Geology and Geography


Although Cenezoic post-collisional volcanism is widespread on the Tibetan Plateau, young volcanoes suitable for studying the timescales of magma chamber processes are rather rare. Three young potassic volcanoes (Maanshan, Dayingshan, and Heikongshan) from the Tengchong area, southeast Tibetan Plateau, have been reported with eruption ages of less than 10 ka. The potassic lavas contain information about melt generation and magma chamber processes underneath the Tibetan Plateau. There is now a general consensus that pre-eruption zircon growth can be used to constrain the time scales of magma chamber processes. In the present study, we utilize a secondary ion mass spectrometry to measure U-Th zircon ages from the Heikongshan volcano to estimate magma residence times.

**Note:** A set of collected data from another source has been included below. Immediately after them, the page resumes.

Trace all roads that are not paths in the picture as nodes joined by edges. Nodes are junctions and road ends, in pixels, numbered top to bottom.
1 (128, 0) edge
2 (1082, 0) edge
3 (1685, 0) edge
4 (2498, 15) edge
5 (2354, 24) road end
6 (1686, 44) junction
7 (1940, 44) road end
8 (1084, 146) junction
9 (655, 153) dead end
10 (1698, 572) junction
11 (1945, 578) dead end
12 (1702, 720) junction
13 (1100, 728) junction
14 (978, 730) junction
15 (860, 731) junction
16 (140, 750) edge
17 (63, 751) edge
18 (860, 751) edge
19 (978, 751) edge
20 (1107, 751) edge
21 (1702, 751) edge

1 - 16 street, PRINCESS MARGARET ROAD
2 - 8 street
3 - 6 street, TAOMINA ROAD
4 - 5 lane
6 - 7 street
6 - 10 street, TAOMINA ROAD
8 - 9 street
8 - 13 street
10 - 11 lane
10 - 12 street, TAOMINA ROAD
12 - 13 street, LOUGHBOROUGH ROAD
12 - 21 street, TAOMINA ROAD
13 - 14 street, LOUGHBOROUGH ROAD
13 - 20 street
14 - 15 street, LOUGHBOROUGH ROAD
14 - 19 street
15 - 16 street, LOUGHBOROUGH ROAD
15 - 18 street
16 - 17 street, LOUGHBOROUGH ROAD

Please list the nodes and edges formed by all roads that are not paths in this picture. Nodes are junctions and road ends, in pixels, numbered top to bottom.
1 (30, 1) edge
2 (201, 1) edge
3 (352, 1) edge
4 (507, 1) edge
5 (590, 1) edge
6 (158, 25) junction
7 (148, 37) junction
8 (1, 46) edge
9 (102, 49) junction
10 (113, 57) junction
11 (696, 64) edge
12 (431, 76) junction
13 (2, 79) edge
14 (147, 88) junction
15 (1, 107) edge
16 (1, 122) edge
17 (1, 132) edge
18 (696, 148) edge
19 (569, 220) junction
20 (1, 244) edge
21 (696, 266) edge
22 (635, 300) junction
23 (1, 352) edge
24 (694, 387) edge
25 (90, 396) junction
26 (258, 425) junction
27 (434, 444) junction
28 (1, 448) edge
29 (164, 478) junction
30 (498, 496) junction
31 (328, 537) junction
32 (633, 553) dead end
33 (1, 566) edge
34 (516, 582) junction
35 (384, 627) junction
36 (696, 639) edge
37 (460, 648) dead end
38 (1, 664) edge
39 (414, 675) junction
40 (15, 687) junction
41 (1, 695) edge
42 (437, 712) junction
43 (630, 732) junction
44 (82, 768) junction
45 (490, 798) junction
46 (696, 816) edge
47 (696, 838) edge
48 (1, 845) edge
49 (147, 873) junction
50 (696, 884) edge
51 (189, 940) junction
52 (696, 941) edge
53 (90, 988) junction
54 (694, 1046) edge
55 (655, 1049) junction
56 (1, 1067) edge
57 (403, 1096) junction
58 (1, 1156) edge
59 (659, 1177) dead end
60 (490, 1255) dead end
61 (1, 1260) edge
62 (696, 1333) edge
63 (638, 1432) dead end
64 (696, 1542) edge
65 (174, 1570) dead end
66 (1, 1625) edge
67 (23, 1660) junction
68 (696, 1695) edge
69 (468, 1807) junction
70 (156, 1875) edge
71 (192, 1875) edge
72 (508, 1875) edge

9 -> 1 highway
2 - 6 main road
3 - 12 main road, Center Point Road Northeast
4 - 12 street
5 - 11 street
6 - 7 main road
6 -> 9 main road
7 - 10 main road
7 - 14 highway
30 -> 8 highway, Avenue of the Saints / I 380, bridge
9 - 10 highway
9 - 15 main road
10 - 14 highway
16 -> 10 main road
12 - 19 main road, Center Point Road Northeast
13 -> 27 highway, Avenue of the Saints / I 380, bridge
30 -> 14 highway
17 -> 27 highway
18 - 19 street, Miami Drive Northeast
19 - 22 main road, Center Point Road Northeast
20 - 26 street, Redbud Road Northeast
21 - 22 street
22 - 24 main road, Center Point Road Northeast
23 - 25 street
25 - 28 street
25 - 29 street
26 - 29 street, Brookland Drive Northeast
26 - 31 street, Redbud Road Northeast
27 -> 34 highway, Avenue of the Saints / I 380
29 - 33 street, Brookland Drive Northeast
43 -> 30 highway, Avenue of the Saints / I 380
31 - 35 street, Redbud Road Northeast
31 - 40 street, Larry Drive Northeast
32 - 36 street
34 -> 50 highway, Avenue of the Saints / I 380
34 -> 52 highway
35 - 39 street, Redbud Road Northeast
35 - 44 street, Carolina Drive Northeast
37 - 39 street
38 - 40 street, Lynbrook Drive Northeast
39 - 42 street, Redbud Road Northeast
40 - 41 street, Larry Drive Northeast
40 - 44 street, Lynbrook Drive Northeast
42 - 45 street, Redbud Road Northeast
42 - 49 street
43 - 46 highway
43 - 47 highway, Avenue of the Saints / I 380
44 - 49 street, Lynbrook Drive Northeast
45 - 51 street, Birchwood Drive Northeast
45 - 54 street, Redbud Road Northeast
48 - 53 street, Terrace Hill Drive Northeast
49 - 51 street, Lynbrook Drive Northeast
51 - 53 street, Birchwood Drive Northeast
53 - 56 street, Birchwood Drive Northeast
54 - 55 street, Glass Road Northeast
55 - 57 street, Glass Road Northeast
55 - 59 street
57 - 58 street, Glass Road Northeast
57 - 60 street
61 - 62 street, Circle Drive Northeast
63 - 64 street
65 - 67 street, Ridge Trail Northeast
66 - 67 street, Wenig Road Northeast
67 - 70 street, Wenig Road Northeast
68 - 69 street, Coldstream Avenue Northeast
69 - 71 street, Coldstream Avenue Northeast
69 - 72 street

The U-Th ages of zircon yielded ages of 67.3 ± 14 ka and 99.9 ± 4.6 ka, which represent two stages of zircon crystallization. Using an eruption age of < 10 ka, the zircon storage time in the magma chamber is at least 57.3 ka. Combining geochemical analysis with previous geologic study in the Tengchong area, the Heikongshan magma is probably derived from partial melting of an enriched mantle metasomatized by fluids from previous north-dipping subduction. This study will contribute to a broader understanding of the behavior and hazard of the Tengchong volcanic system.